◆ Task to complete: Print each line below verbatim, skipping every picture.

◆ Stored data:
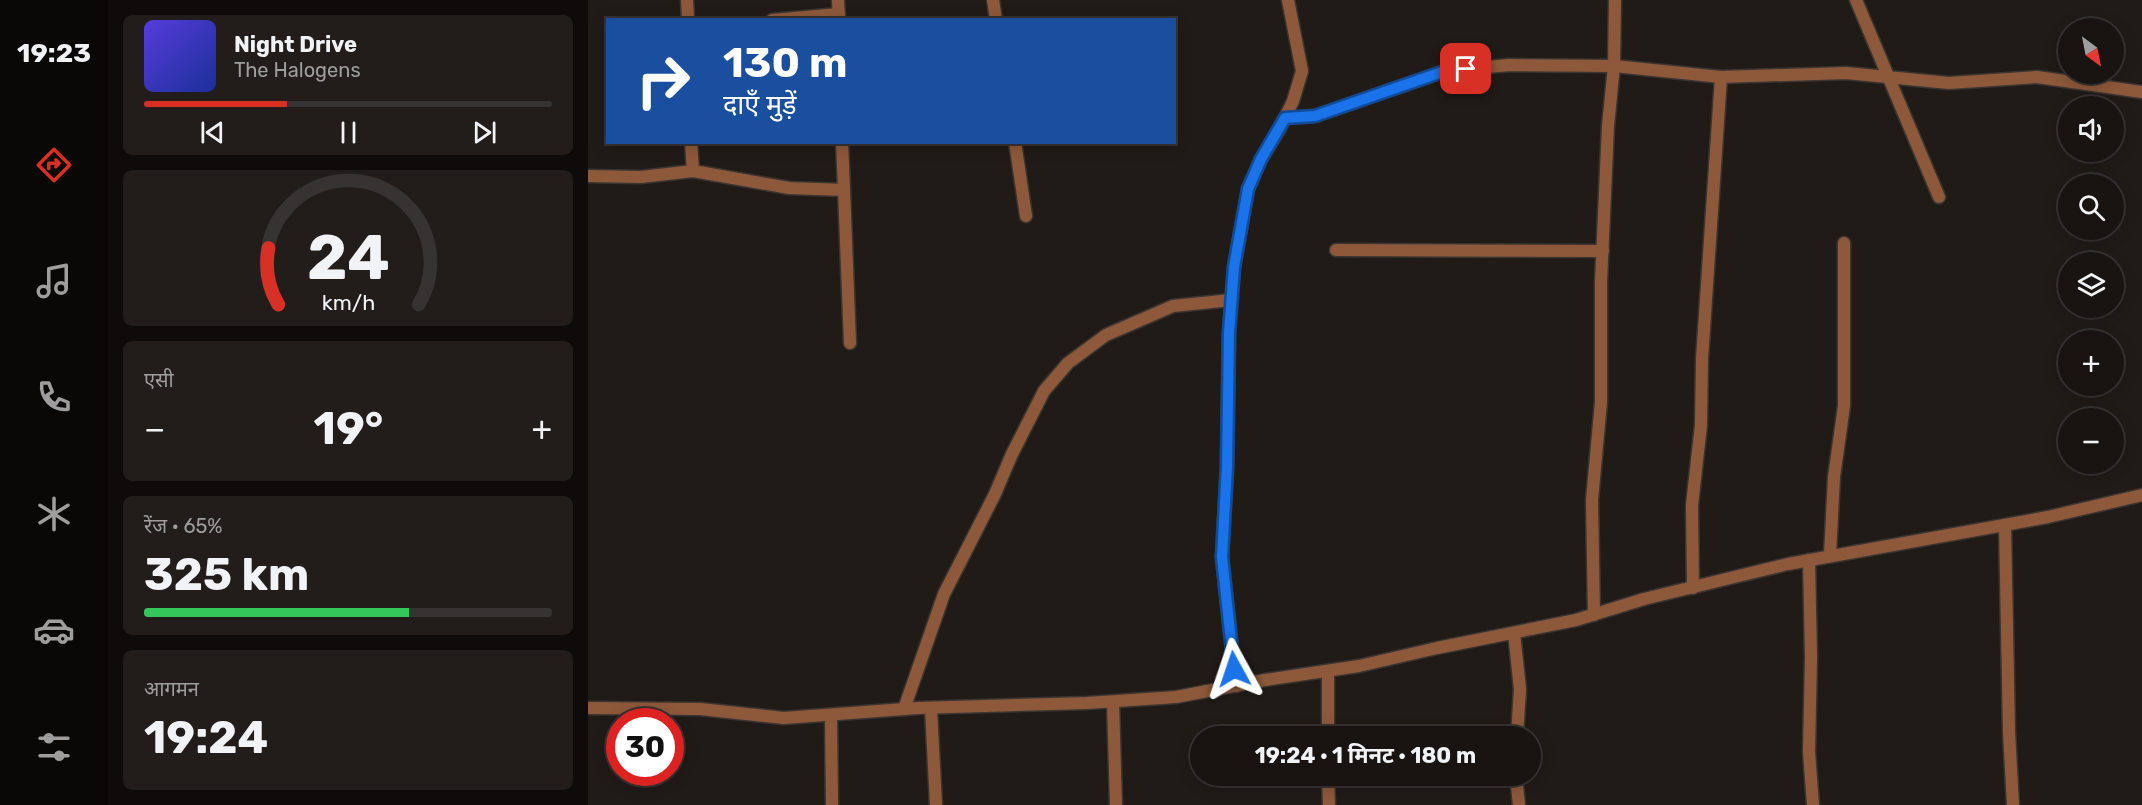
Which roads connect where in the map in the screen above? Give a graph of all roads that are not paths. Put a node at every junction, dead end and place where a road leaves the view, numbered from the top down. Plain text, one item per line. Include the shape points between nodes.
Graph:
1 (687, 0) edge
2 (838, 0) edge
3 (993, 0) edge
4 (1288, 0) edge
5 (1615, 0) edge
6 (1856, 0) edge
7 (839, 17) edge
8 (688, 18) edge
9 (817, 18) edge
10 (996, 18) edge
11 (1614, 66) junction
12 (1721, 77) junction
13 (1890, 77) junction
14 (2142, 92) edge
15 (1285, 118) junction
16 (690, 144) edge
17 (842, 144) edge
18 (1015, 144) edge
19 (693, 171) junction
20 (588, 176) edge
21 (844, 190) junction
22 (1939, 197) dead end
23 (1026, 216) dead end
24 (1844, 243) dead end
25 (1336, 250) dead end
26 (1603, 251) junction
27 (1231, 300) junction
28 (850, 343) dead end
29 (2142, 495) edge
30 (2006, 525) junction
31 (1830, 555) junction
32 (1809, 560) junction
33 (1693, 588) junction
34 (1594, 615) junction
35 (1514, 633) junction
36 (1328, 671) junction
37 (1236, 686) junction
38 (1113, 702) junction
39 (588, 708) edge
40 (904, 709) junction
41 (931, 709) junction
42 (831, 715) junction
43 (1328, 726) edge
44 (1518, 726) edge
45 (1328, 786) edge
46 (1517, 786) edge
47 (832, 805) edge
48 (936, 805) edge
49 (1116, 805) edge
50 (1329, 805) edge
51 (1519, 805) edge
52 (1813, 805) edge
53 (2013, 805) edge

1 - 8 street
2 - 7 street
3 - 10 street
4 - 15 street via 1302,71
5 - 11 street
6 - 13 street
7 - 9 street
11 - 12 street
11 - 15 street via 1509,65 1445,71 1315,116
11 - 26 street
12 - 13 street via 1846,73
12 - 33 street via 1701,425 1692,505
13 - 14 street via 1949,83 2037,77
13 - 22 street
15 - 27 street via 1248,189
16 - 19 street
17 - 21 street
18 - 23 street
19 - 20 street via 641,177
19 - 21 street via 789,188
21 - 28 street
24 - 31 street via 1844,406 1834,477
25 - 26 street
26 - 34 street via 1601,402 1592,501
27 - 37 street via 1222,557
27 - 40 street via 1173,306 1106,335 1068,363 1044,391 944,594
29 - 30 street
30 - 31 street
30 - 53 street
31 - 32 street
32 - 33 street
32 - 52 street via 1809,752
33 - 34 street
34 - 35 street
35 - 36 street
35 - 44 street via 1520,689
36 - 37 street
36 - 43 street
37 - 38 street via 1176,697
38 - 41 street
38 - 49 street
39 - 42 street via 700,709 784,718
40 - 41 street
40 - 42 street
41 - 48 street
42 - 47 street
45 - 50 street
46 - 51 street

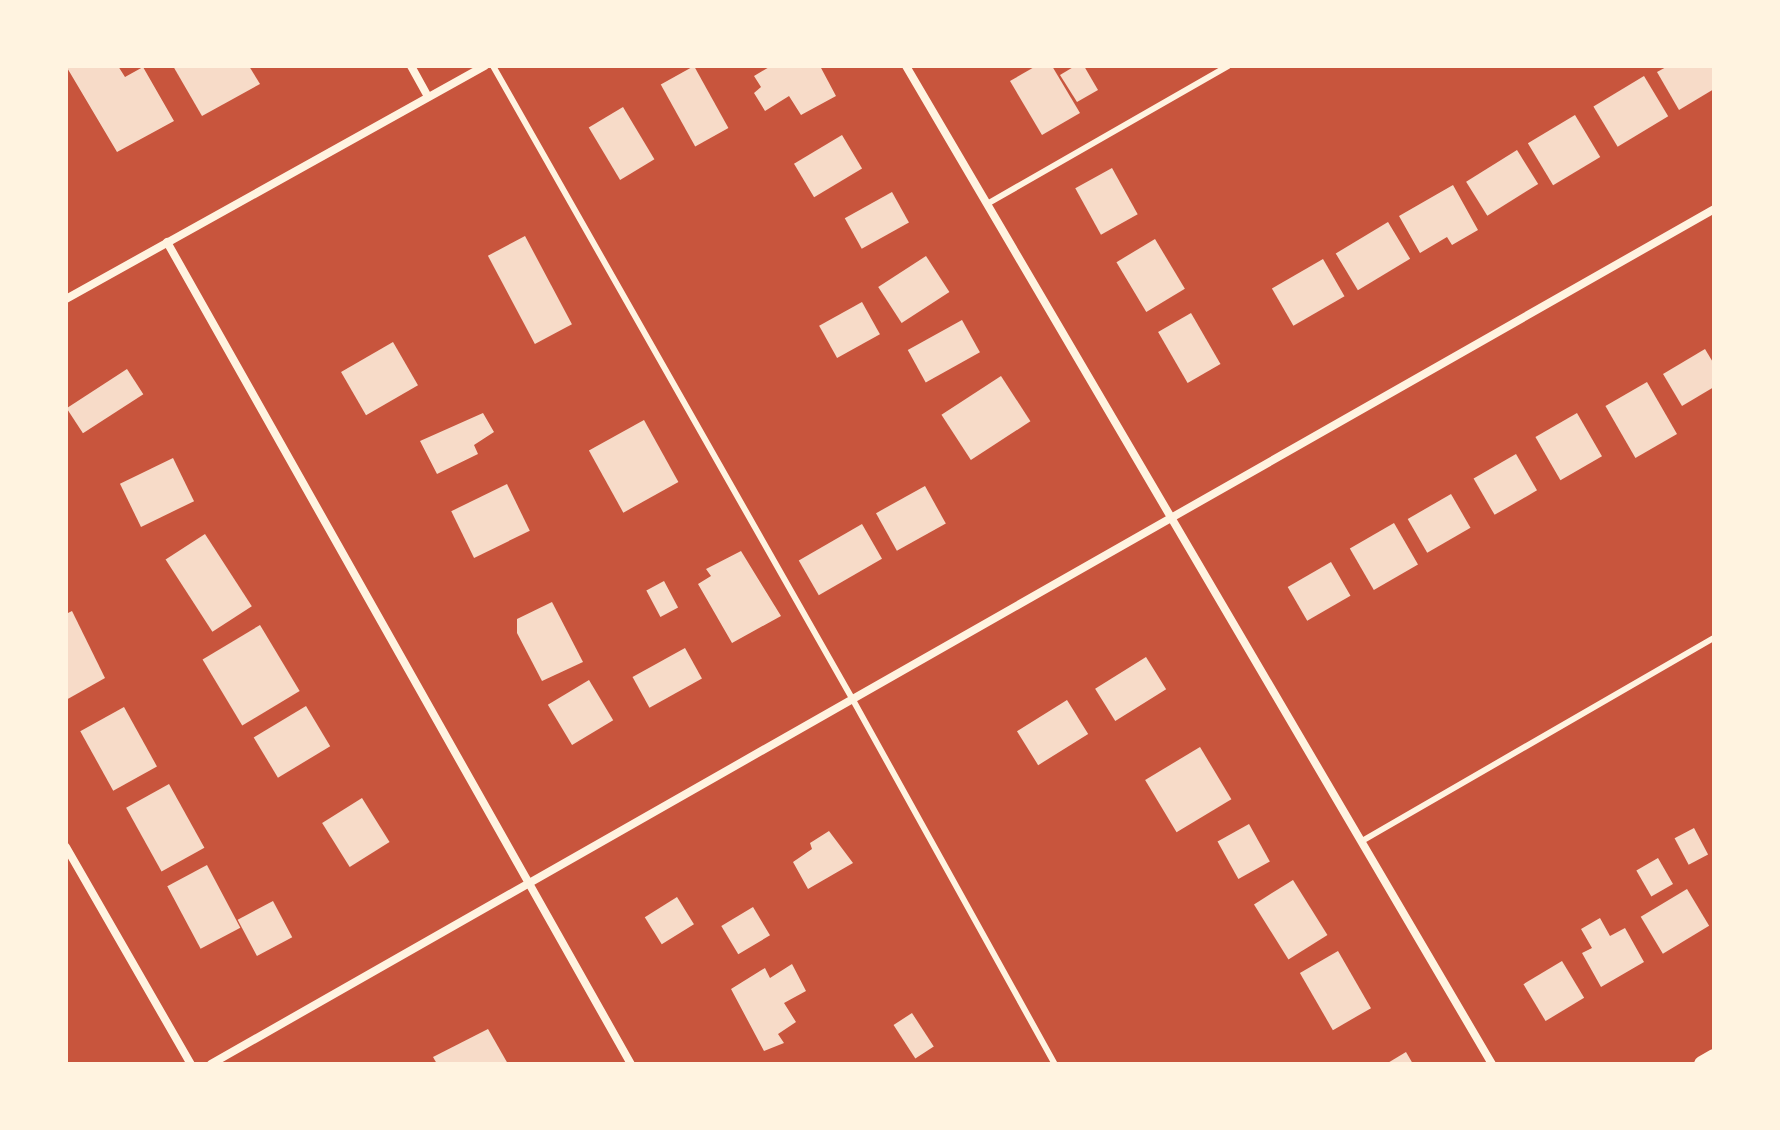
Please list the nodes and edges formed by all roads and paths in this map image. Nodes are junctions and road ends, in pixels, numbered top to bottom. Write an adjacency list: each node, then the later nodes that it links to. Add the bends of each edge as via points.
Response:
1 (411, 66): 6 (street)
2 (484, 66): 6 (street)
3 (493, 66): 13 (lane)
4 (906, 66): 7 (street)
5 (1228, 66): 7 (lane)
6 (428, 97): 9 (street)
7 (987, 204): 11 (street)
8 (1714, 209): 11 (street)
9 (167, 242): 10 (street); 16 (street)
10 (66, 299)
11 (1173, 518): 13 (street); 14 (street)
12 (1714, 638): 14 (lane)
13 (853, 700): 16 (street); 21 (lane)
14 (1362, 841): 22 (street)
15 (66, 847): 19 (street)
16 (530, 883): 18 (street); 20 (street)
17 (1714, 1057): 23 (main road)
18 (215, 1063)
19 (191, 1064)
20 (631, 1064)
21 (1055, 1064)
22 (1492, 1064)
23 (1702, 1064)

◆ Problem solution:
Which roads connect where in the map in the screen above? Give a graph of all roads that are not paths. Put a node at every junction, dead end and place where a road leaves the view, numbered from the top down. Plain text, one item per line. Include the shape points between nodes.
Graph:
1 (687, 0) edge
2 (838, 0) edge
3 (993, 0) edge
4 (1288, 0) edge
5 (1615, 0) edge
6 (1856, 0) edge
7 (839, 17) edge
8 (688, 18) edge
9 (817, 18) edge
10 (996, 18) edge
11 (1614, 66) junction
12 (1721, 77) junction
13 (1890, 77) junction
14 (2142, 92) edge
15 (1285, 118) junction
16 (690, 144) edge
17 (842, 144) edge
18 (1015, 144) edge
19 (693, 171) junction
20 (588, 176) edge
21 (844, 190) junction
22 (1939, 197) dead end
23 (1026, 216) dead end
24 (1844, 243) dead end
25 (1336, 250) dead end
26 (1603, 251) junction
27 (1231, 300) junction
28 (850, 343) dead end
29 (2142, 495) edge
30 (2006, 525) junction
31 (1830, 555) junction
32 (1809, 560) junction
33 (1693, 588) junction
34 (1594, 615) junction
35 (1514, 633) junction
36 (1328, 671) junction
37 (1236, 686) junction
38 (1113, 702) junction
39 (588, 708) edge
40 (904, 709) junction
41 (931, 709) junction
42 (831, 715) junction
43 (1328, 726) edge
44 (1518, 726) edge
45 (1328, 786) edge
46 (1517, 786) edge
47 (832, 805) edge
48 (936, 805) edge
49 (1116, 805) edge
50 (1329, 805) edge
51 (1519, 805) edge
52 (1813, 805) edge
53 (2013, 805) edge

1 - 8 street
2 - 7 street
3 - 10 street
4 - 15 street via 1302,71
5 - 11 street
6 - 13 street
7 - 9 street
11 - 12 street
11 - 15 street via 1509,65 1445,71 1315,116
11 - 26 street
12 - 13 street via 1846,73
12 - 33 street via 1701,425 1692,505
13 - 14 street via 1949,83 2037,77
13 - 22 street
15 - 27 street via 1248,189
16 - 19 street
17 - 21 street
18 - 23 street
19 - 20 street via 641,177
19 - 21 street via 789,188
21 - 28 street
24 - 31 street via 1844,406 1834,477
25 - 26 street
26 - 34 street via 1601,402 1592,501
27 - 37 street via 1222,557
27 - 40 street via 1173,306 1106,335 1068,363 1044,391 944,594
29 - 30 street
30 - 31 street
30 - 53 street
31 - 32 street
32 - 33 street
32 - 52 street via 1809,752
33 - 34 street
34 - 35 street
35 - 36 street
35 - 44 street via 1520,689
36 - 37 street
36 - 43 street
37 - 38 street via 1176,697
38 - 41 street
38 - 49 street
39 - 42 street via 700,709 784,718
40 - 41 street
40 - 42 street
41 - 48 street
42 - 47 street
45 - 50 street
46 - 51 street

Please list the nodes and edges formed by all roads and paths in this map image. Nodes are junctions and road ends, in pixels, numbered top to bottom. Write an adjacency list: each node, then the later nodes that it links to. Add the bends of each edge as via points.
Response:
1 (411, 66): 6 (street)
2 (484, 66): 6 (street)
3 (493, 66): 13 (lane)
4 (906, 66): 7 (street)
5 (1228, 66): 7 (lane)
6 (428, 97): 9 (street)
7 (987, 204): 11 (street)
8 (1714, 209): 11 (street)
9 (167, 242): 10 (street); 16 (street)
10 (66, 299)
11 (1173, 518): 13 (street); 14 (street)
12 (1714, 638): 14 (lane)
13 (853, 700): 16 (street); 21 (lane)
14 (1362, 841): 22 (street)
15 (66, 847): 19 (street)
16 (530, 883): 18 (street); 20 (street)
17 (1714, 1057): 23 (main road)
18 (215, 1063)
19 (191, 1064)
20 (631, 1064)
21 (1055, 1064)
22 (1492, 1064)
23 (1702, 1064)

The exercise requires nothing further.